* Task directions *
Search the lines of the records for the word "Kervoalic", and copy every line that has it.

===== Supplied data

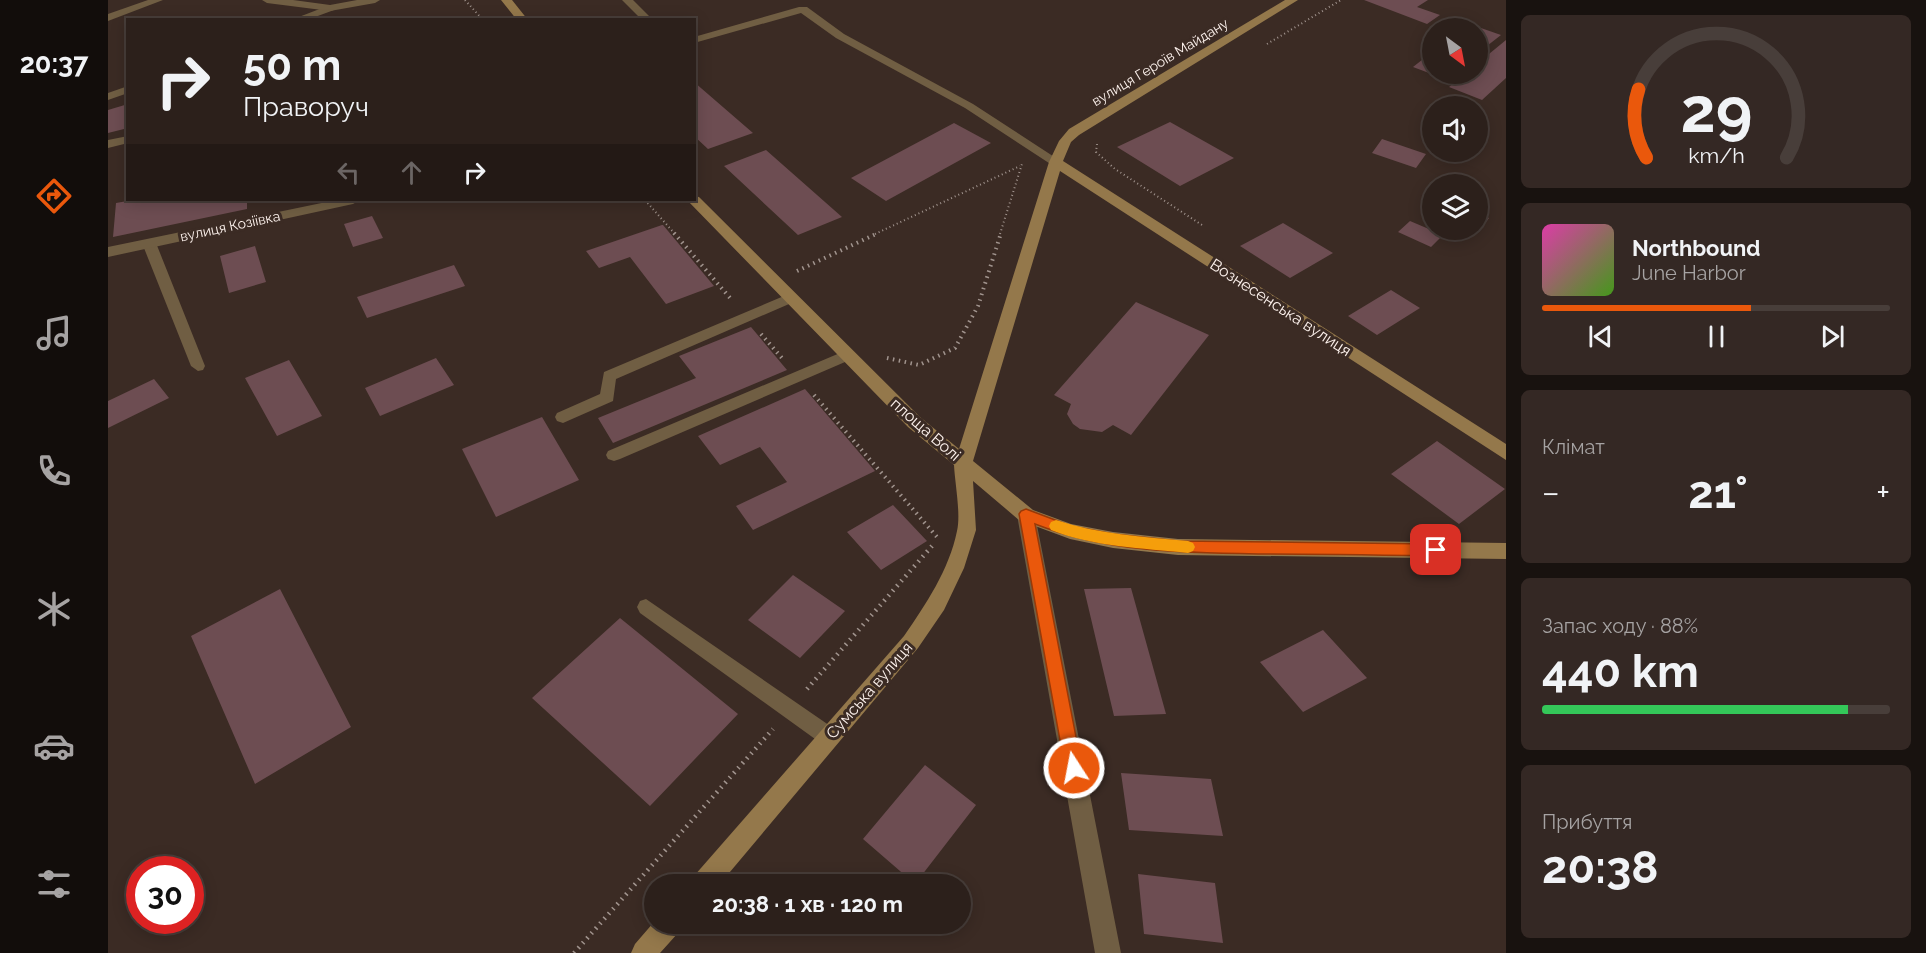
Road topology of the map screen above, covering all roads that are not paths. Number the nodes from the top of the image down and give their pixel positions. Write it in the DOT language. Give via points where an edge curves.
graph roads {
  1 [pos="158,0"];
  2 [pos="267,0"];
  3 [pos="375,0"];
  4 [pos="506,0"];
  5 [pos="627,0"];
  6 [pos="1293,0"];
  7 [pos="300,1"];
  8 [pos="330,8"];
  9 [pos="108,18"];
  10 [pos="302,18"];
  11 [pos="521,18"];
  12 [pos="646,18"];
  13 [pos="696,38"];
  14 [pos="126,90"];
  15 [pos="108,97"];
  16 [pos="126,140"];
  17 [pos="108,144"];
  18 [pos="1056,162"];
  19 [pos="347,201"];
  20 [pos="695,201"];
  21 [pos="149,243"];
  22 [pos="108,252"];
  23 [pos="791,298"];
  24 [pos="847,355"];
  25 [pos="198,366"];
  26 [pos="563,417"];
  27 [pos="1506,453"];
  28 [pos="614,455"];
  29 [pos="963,463"];
  30 [pos="1026,514"];
  31 [pos="1506,550"];
  32 [pos="646,607"];
  33 [pos="829,737"];
  34 [pos="712,874"];
  35 [pos="661,934"];
  36 [pos="645,953"];
  37 [pos="1108,953"];
  1 -- 9 [label="street"];
  2 -- 7 [label="street"];
  3 -- 8 [label="street"];
  4 -- 11 [label="main road"];
  5 -- 12 [label="lane"];
  6 -- 18 [label="main road, вулиця Героїв Майдану" via="1074,132 1065,141"];
  7 -- 8 [label="street"];
  8 -- 10 [label="lane"];
  13 -- 18 [label="lane" via="803,9 840,36 969,106"];
  14 -- 15 [label="lane"];
  16 -- 17 [label="lane"];
  18 -- 27 [label="main road, Вознесенська вулиця"];
  18 -- 29 [label="main road, площа Волі"];
  19 -- 21 [label="street, вулиця Козіївка"];
  20 -- 23 [label="main road, площа Волі"];
  21 -- 22 [label="street, вулиця Козіївка"];
  21 -- 25 [label="lane"];
  23 -- 24 [label="main road, площа Волі"];
  23 -- 26 [label="lane" via="609,376 608,396"];
  24 -- 28 [label="lane"];
  24 -- 29 [label="main road, площа Волі" via="914,422"];
  29 -- 30 [label="main road"];
  29 -- 33 [label="main road, Сумська вулиця" via="967,530 937,604 911,642"];
  30 -- 31 [label="main road" via="1070,531 1178,547"];
  30 -- 37 [label="street"];
  32 -- 33 [label="lane"];
  33 -- 34 [label="main road, Сумська вулиця"];
  35 -- 36 [label="main road"];
}
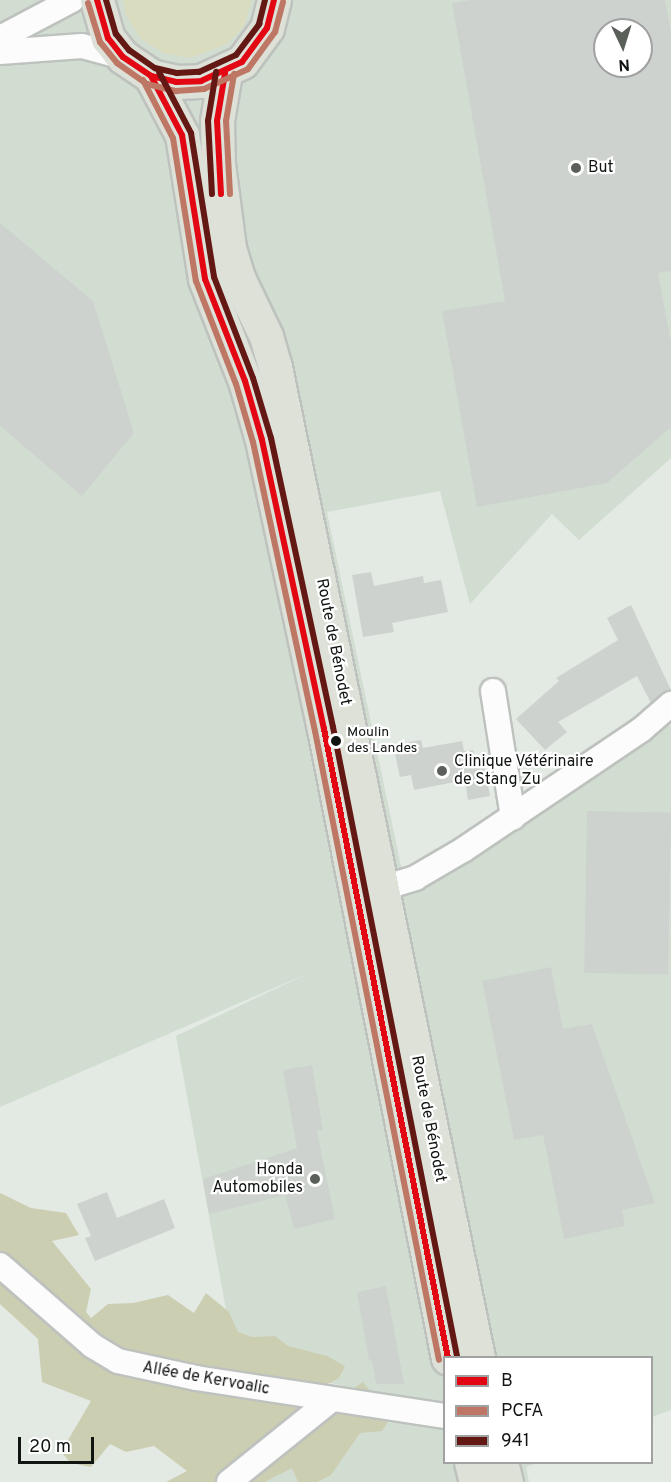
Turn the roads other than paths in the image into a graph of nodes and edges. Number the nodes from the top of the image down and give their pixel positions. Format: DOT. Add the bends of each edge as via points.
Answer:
graph roads {
  1 [pos="72,0"];
  2 [pos="97,0"];
  3 [pos="277,3"];
  4 [pos="0,38"];
  5 [pos="0,52"];
  6 [pos="123,57"];
  7 [pos="225,73"];
  8 [pos="151,76"];
  9 [pos="493,691"];
  10 [pos="671,704"];
  11 [pos="324,729"];
  12 [pos="513,817"];
  13 [pos="383,888"];
  14 [pos="363,933"];
  15 [pos="0,1265"];
  16 [pos="448,1356"];
  17 [pos="478,1356"];
  18 [pos="331,1400"];
  19 [pos="443,1416"];
  20 [pos="472,1464"];
  21 [pos="488,1464"];
  22 [pos="502,1464"];
  23 [pos="229,1482"];
  24 [pos="476,1482"];
  25 [pos="493,1482"];
  26 [pos="506,1482"];
  1 -- 4 [label="street"];
  2 -- 6 [label="main road" via="108,38"];
  3 -- 7 [label="main road" via="257,46"];
  5 -- 6 [label="street" via="82,46"];
  6 -- 8 [label="main road"];
  7 -- 8 [label="main road" via="201,81 176,82"];
  7 -- 13 [label="main road, Route de Bénodet" via="217,121 218,164 229,248 275,367"];
  8 -- 11 [label="main road, Route de Bénodet" via="182,135 200,259 257,420"];
  9 -- 12 [label="street"];
  10 -- 12 [label="street" via="641,730"];
  11 -- 13 [label="street" via="344,764 368,880"];
  11 -- 14 [label="main road, Route de Bénodet"];
  12 -- 13 [label="street" via="428,872"];
  13 -- 14 [label="street" via="367,904"];
  13 -- 17 [label="main road, Route de Bénodet"];
  14 -- 16 [label="main road, Route de Bénodet"];
  15 -- 18 [label="street, Allée de Kervoalic" via="93,1346 118,1361"];
  18 -- 19 [label="street, Allée de Kervoalic"];
  18 -- 23 [label="street"];
  20 -- 24 [label="main road"];
  21 -- 25 [label="street"];
  22 -- 26 [label="main road"];
}
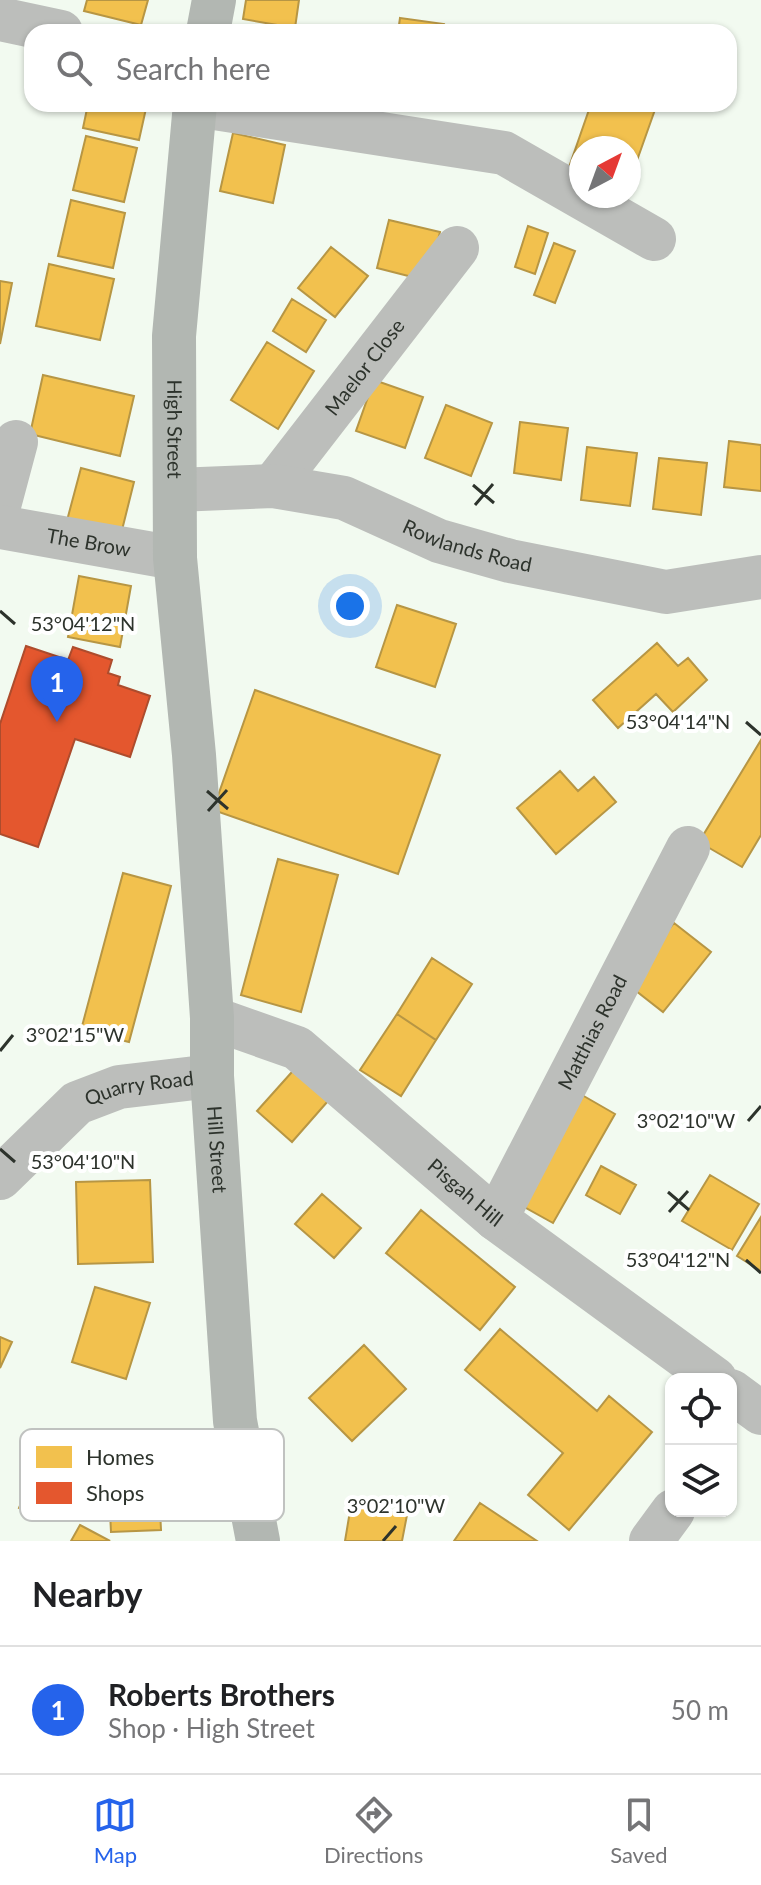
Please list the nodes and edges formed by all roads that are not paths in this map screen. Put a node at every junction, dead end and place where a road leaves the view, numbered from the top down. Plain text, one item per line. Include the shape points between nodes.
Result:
1 (214, 0) edge
2 (0, 19) edge
3 (24, 24) edge
4 (210, 24) edge
5 (194, 112) edge
6 (245, 112) edge
7 (654, 239) dead end
8 (457, 248) dead end
9 (16, 442) dead end
10 (273, 486) junction
11 (176, 490) junction
12 (0, 502) edge
13 (0, 527) edge
14 (175, 558) junction
15 (761, 577) edge
16 (194, 755) joint
17 (688, 848) dead end
18 (212, 1018) junction
19 (212, 1076) junction
20 (0, 1178) edge
21 (496, 1219) junction
22 (707, 1373) edge
23 (237, 1429) edge
24 (669, 1517) edge
25 (254, 1521) edge
26 (258, 1541) edge
27 (651, 1541) edge

1 - 4 main road
2 - 3 street
5 - 11 main road, High Street via 174,336
6 - 7 street via 504,153
8 - 10 street, Maelor Close
9 - 12 street
10 - 11 street, Rowlands Road
10 - 15 street, Rowlands Road via 344,498 439,541 510,561 666,592
11 - 14 main road, High Street
13 - 14 street, The Brow
14 - 16 main road, High Street
16 - 18 main road, Hill Street
17 - 21 street, Matthias Road
18 - 19 main road, Hill Street
18 - 21 street, Pisgah Hill via 297,1048
19 - 20 street, Quarry Road via 119,1087 77,1103
19 - 23 main road, Hill Street
21 - 22 street, Pisgah Hill
24 - 27 street
25 - 26 main road, Hill Street

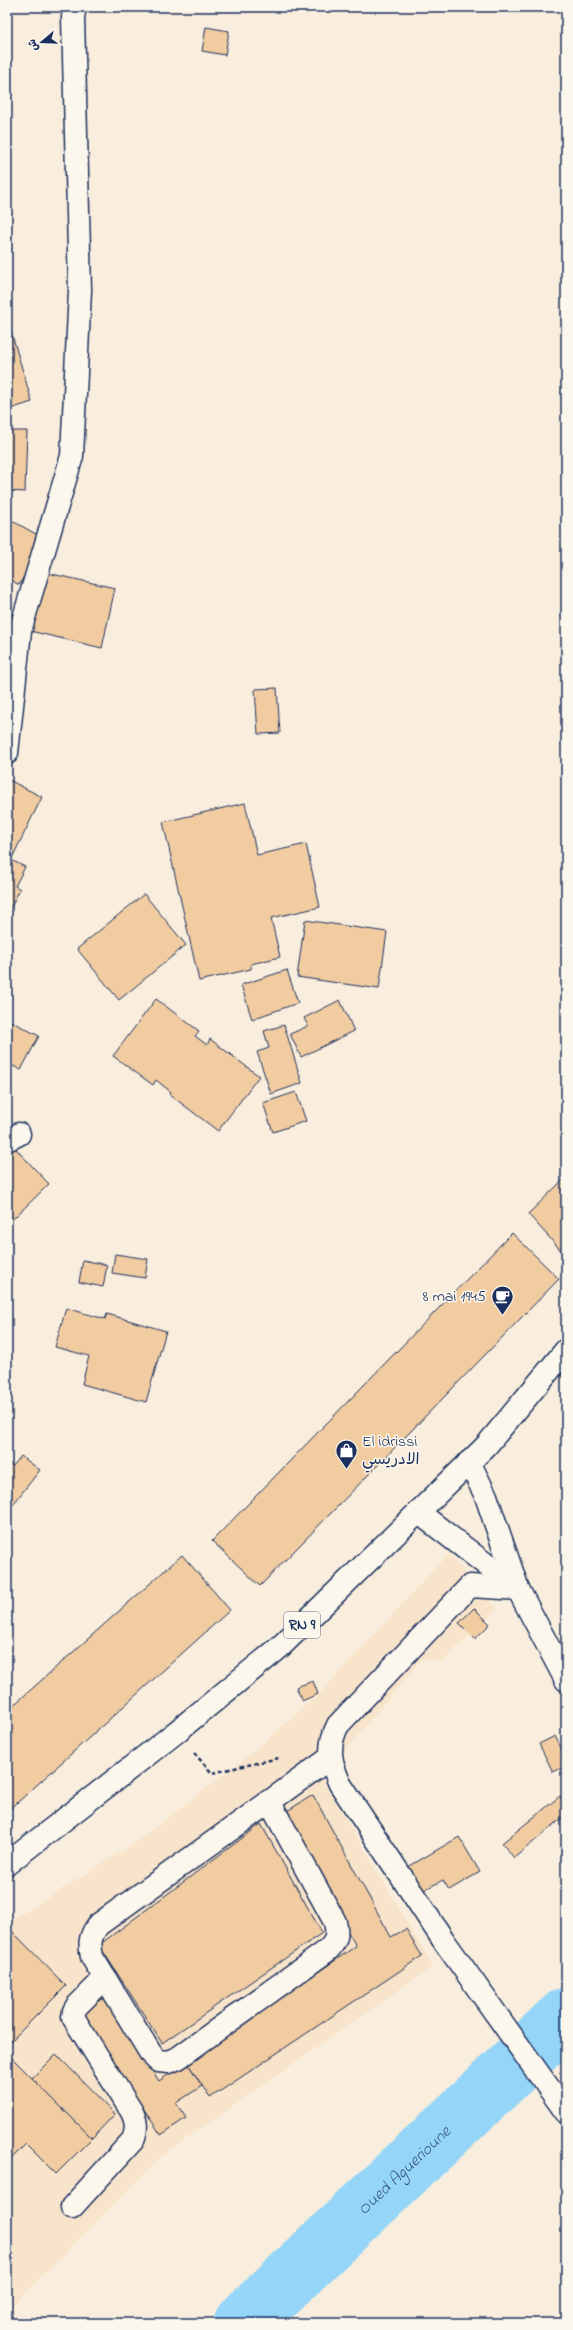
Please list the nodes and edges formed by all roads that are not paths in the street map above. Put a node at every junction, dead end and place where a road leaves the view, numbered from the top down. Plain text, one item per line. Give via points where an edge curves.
1 (75, 7) edge
2 (14, 628) edge
3 (7, 753) edge
4 (566, 1350) edge
5 (469, 1462) junction
6 (418, 1512) junction
7 (518, 1589) junction
8 (564, 1677) edge
9 (330, 1758) junction
10 (269, 1801) junction
11 (7, 1864) edge
12 (105, 1978) junction
13 (566, 2112) edge
14 (72, 2207) dead end

1 - 2 street via 73,17 80,290 72,456
2 - 3 street
4 - 5 street, RN 9 via 486,1446
5 - 6 street, RN 9
5 - 7 street via 486,1496
6 - 7 street
6 - 11 street, RN 9 via 280,1647
7 - 8 street
7 - 9 street via 470,1586 338,1724 333,1736
9 - 10 street
9 - 13 street via 340,1784 444,1941
10 - 12 street via 98,1925 89,1944 92,1956
10 - 12 street via 335,1922 338,1934 328,1950 169,2062 158,2061 151,2054
12 - 14 street via 77,2006 73,2017 132,2112 136,2130 133,2140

==========

* Solved exercise *
  15 -- 18 [label="street, Allée de Kervoalic" via="93,1346 118,1361"];
  18 -- 19 [label="street, Allée de Kervoalic"];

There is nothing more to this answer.